The pump assembly 90 continuously pumps fluid through the system
100 while the drive shaft 55 rotates the drill bit 60. Fluid may be
drawn from a reservoir 95 disposed in the outer housing 58. The
accumulator system 120 may be operable to dampen rapid fluid
pressure fluctuations in the system 100 to ensure that a smooth and
constant force is applied to each piston 59 of each bias pad
54.
[0037] In operation, the drill bit 60 of the rotary steerable
drilling system 100 may be rotated from the surface via the drill
string 10 and/or downhole by the hydraulically actuated motor 20 to
drill a vertical wellbore. Rotation is transmitted to the control
collar 40, the steerable assembly 50, and the drill bit 60. The
drive shaft 55 extends through the non-rotating outer housing 58
and rotates the drill bit 60. The control module 41 in the control
collar 40 continuously monitors and measures the vertical
trajectory of the wellbore using one or more sensors, such as
accelerometers. In the event that the system 100 begins to deviate
from vertical, the control module 41 determines the direction of
deviation by measuring the highside of the wellbore. The one or
more sensors 42 continuously monitor and measure the locations of
each bias pad 54 and transmit the information to the control module
41 via the slip ring assembly 70. Based on the locations of the
bias pads 54 relative to the highside of the wellbore, the control
module 41 actuates one or more of the solenoid valves of the
control valve assembly 80 to control the amount of fluid pressure
applied to the pistons 59 of each bias pad 54.
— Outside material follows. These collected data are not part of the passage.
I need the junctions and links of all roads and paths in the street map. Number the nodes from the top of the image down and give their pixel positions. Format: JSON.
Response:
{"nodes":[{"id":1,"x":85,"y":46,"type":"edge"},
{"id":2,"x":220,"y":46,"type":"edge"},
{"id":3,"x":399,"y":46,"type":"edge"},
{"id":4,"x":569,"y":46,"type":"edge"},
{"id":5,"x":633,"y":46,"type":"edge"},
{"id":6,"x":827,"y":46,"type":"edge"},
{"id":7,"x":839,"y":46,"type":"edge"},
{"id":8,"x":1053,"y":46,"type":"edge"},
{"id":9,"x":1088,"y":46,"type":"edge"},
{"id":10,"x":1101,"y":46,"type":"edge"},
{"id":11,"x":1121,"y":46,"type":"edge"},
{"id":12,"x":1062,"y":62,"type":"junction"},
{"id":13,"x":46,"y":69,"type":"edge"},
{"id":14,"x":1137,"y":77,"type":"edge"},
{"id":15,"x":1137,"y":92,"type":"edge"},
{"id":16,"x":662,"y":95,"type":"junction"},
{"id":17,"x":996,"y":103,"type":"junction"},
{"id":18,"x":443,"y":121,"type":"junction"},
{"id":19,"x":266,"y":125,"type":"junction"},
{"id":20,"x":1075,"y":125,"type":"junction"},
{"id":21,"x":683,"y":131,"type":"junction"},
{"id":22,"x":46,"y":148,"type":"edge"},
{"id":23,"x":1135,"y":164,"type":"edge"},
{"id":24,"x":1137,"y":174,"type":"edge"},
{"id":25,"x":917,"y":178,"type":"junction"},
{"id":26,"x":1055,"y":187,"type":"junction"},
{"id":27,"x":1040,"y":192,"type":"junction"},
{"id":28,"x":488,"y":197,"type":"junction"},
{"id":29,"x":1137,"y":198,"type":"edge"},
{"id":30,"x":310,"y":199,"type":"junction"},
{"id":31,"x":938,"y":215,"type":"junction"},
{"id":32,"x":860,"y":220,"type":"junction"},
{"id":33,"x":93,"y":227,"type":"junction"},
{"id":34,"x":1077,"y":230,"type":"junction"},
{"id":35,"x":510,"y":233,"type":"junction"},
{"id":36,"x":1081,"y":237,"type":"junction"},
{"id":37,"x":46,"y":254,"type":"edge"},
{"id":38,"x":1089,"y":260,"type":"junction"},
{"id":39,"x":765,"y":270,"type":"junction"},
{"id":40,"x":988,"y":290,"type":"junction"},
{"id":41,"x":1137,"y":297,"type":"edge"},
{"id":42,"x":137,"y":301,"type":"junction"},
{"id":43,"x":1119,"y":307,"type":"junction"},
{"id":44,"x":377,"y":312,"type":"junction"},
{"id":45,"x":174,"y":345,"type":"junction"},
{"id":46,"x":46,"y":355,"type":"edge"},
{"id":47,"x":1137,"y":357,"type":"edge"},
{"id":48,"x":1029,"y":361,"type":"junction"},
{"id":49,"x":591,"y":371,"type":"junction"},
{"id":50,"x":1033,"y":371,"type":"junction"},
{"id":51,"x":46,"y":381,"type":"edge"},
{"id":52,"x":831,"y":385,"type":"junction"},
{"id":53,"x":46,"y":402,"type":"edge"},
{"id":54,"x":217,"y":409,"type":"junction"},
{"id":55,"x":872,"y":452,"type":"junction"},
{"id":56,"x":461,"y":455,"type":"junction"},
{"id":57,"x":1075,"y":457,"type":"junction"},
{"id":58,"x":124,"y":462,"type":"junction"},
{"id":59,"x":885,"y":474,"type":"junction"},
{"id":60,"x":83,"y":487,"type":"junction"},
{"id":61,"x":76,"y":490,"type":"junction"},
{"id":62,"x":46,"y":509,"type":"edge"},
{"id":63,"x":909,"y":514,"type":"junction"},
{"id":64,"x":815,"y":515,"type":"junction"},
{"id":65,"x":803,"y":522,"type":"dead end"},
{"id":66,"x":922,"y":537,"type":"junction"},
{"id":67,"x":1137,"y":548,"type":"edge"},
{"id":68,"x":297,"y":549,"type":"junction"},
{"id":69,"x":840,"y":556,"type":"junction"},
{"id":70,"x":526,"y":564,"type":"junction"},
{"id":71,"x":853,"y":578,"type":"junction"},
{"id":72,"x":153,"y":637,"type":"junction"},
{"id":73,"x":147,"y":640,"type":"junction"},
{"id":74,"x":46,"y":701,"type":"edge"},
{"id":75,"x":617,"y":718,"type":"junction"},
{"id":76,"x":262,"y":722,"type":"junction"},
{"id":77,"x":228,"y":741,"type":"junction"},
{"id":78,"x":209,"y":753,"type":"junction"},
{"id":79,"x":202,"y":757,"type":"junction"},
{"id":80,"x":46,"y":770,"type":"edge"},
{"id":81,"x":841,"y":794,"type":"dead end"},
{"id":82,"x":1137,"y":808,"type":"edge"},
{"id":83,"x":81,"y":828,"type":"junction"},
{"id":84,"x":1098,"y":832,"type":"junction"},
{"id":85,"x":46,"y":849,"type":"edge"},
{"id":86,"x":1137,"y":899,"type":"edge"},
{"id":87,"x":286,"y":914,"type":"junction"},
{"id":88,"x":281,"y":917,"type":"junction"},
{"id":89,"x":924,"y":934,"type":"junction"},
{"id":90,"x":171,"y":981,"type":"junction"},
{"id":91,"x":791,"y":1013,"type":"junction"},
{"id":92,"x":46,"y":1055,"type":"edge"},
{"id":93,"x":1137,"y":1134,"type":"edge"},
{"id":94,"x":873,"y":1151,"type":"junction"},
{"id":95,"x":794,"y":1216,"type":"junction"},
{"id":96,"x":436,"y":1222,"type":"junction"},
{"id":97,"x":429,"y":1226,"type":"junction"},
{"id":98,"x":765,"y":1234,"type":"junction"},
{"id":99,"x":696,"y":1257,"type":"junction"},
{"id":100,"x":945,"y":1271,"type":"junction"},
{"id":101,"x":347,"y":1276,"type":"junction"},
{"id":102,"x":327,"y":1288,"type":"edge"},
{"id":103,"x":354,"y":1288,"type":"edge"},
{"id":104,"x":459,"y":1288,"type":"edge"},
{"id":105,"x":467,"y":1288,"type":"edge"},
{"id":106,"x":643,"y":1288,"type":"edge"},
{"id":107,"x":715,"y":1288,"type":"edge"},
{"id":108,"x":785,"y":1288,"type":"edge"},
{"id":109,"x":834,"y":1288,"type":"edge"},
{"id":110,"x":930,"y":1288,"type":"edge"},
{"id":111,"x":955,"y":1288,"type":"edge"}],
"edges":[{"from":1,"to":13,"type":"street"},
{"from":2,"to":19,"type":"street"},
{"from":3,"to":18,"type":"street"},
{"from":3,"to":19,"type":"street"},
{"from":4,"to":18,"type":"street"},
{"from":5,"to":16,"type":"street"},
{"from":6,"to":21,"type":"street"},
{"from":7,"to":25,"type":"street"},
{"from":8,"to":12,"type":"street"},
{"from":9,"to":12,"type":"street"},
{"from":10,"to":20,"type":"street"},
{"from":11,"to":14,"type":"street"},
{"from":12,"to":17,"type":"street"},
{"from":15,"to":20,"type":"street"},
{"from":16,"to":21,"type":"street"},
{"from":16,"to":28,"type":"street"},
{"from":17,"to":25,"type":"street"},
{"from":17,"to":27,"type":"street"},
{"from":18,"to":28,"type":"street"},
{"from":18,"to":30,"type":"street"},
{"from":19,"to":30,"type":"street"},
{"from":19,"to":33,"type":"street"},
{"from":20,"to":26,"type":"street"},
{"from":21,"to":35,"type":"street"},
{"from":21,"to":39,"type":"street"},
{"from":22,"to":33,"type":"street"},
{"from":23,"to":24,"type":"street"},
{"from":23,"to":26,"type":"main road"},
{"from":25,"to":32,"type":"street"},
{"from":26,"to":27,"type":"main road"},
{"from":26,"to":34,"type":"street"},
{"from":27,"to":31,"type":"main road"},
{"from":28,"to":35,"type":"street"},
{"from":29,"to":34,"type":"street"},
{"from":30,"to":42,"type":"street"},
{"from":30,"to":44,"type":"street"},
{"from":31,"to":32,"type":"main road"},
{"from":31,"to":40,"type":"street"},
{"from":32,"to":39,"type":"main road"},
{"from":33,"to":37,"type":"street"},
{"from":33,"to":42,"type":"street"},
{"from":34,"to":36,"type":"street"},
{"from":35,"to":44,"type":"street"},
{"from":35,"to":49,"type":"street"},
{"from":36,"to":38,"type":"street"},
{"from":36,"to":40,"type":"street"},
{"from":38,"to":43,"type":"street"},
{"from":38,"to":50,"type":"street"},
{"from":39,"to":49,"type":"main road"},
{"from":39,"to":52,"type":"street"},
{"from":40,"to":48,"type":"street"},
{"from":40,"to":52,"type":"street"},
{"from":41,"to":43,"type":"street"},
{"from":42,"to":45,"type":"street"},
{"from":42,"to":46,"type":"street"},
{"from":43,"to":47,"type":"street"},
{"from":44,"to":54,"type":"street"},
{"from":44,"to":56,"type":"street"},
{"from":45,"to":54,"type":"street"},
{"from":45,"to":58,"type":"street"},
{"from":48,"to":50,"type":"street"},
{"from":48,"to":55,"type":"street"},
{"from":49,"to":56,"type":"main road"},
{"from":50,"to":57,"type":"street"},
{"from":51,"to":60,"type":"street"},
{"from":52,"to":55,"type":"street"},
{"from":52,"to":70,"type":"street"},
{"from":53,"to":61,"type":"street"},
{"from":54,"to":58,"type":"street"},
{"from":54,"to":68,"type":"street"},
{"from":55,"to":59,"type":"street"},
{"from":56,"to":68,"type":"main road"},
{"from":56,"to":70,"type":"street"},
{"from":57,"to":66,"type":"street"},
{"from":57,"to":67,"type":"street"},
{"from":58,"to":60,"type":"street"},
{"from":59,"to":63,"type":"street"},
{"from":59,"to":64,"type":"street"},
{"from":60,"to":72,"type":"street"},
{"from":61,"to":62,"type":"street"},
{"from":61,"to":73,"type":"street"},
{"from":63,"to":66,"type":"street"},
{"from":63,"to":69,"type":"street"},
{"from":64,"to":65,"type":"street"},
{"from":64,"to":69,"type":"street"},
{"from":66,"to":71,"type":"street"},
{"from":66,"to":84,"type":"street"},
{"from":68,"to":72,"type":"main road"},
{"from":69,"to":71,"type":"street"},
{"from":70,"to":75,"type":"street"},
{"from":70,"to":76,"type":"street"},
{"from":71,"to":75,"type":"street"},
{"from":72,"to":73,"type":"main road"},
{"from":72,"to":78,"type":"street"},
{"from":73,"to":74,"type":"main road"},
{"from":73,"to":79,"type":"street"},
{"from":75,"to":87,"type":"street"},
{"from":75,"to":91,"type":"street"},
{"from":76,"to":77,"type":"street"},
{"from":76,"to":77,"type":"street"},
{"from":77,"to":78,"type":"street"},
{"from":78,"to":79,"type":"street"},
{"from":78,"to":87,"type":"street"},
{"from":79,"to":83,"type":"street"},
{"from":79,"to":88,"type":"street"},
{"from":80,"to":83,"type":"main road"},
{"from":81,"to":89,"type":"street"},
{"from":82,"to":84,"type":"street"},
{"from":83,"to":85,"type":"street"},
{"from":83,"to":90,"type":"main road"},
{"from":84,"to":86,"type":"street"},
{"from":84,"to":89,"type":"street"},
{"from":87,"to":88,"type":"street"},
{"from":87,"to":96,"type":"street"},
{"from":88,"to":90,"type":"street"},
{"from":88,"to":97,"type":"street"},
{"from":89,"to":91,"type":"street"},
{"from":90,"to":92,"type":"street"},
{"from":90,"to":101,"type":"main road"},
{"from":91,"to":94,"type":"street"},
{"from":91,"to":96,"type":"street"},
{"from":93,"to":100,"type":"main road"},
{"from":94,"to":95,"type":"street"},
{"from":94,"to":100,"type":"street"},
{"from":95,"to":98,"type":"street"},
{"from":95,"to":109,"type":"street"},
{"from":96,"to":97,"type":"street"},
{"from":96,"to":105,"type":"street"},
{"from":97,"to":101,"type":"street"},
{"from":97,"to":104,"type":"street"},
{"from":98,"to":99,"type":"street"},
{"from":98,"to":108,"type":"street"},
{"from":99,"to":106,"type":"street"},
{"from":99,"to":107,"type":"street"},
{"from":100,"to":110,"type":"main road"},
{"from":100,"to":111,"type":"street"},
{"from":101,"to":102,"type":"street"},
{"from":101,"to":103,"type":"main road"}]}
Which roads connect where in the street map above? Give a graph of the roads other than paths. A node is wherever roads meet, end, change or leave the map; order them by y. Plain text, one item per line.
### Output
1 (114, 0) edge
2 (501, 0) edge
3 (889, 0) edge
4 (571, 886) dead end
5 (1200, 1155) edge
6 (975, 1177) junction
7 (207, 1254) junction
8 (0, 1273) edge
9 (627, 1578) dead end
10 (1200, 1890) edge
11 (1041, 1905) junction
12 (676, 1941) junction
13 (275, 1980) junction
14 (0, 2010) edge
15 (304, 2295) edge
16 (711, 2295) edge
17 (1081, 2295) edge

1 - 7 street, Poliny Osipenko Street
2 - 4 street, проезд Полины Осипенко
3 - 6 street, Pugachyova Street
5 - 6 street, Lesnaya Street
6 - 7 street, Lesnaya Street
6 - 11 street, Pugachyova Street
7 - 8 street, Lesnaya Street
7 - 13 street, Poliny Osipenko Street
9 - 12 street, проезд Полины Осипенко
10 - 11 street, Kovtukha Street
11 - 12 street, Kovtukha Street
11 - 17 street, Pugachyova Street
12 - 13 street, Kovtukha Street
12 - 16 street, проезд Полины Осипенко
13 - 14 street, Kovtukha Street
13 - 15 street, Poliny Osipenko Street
[0038] The piston/cylinders 92 of the pump assembly 90 are
continuously stroked by rotation of the drive shaft 55 to drive
pressurized fluid to the pistons 59 of each bias pad 54. The amount
of fluid pressure applied to each bias pad 54 is controlled by the
solenoid valves of the control valve assembly 80. Depending on the
amount of current supplied to the solenoid valves by the control
module 41, the control valve assembly 80 either allows fluid flow,
prevents fluid flow, or at least partially inhibits fluid flow
through the inlet and outlet flow passages 83, 84. Inhibiting or
preventing fluid flow through the inlet flow passage 83 controls
and increases the amount of fluid pressure applied to the pistons
59 of each bias pad 54.
[0039] The control module 41 will control the actuation of each
solenoid valve to obtain the requisite amount of bias force from
each bias pad 54 to force or push the drill bit 60 back to the
vertical drilling path trajectory. In this manner, the system 100
is operable to continuously monitor the vertical drilling path
trajectory and the position of each bias pad 54 relative to the
wellbore. The system 100 is further operable to self adjust its
trajectory when deviated from vertical. The system 100 may
communicate its operational characteristics (rotational speed,
inclination, etc.) to the surface via hydraulic (mud pulse)
telemetry or other communication mechanisms known in the art.
[0040] While the foregoing is directed to embodiments of the
invention, other and further embodiments of the invention may be
devised without departing from the basic scope thereof, and the
scope thereof is determined by the claims that follow.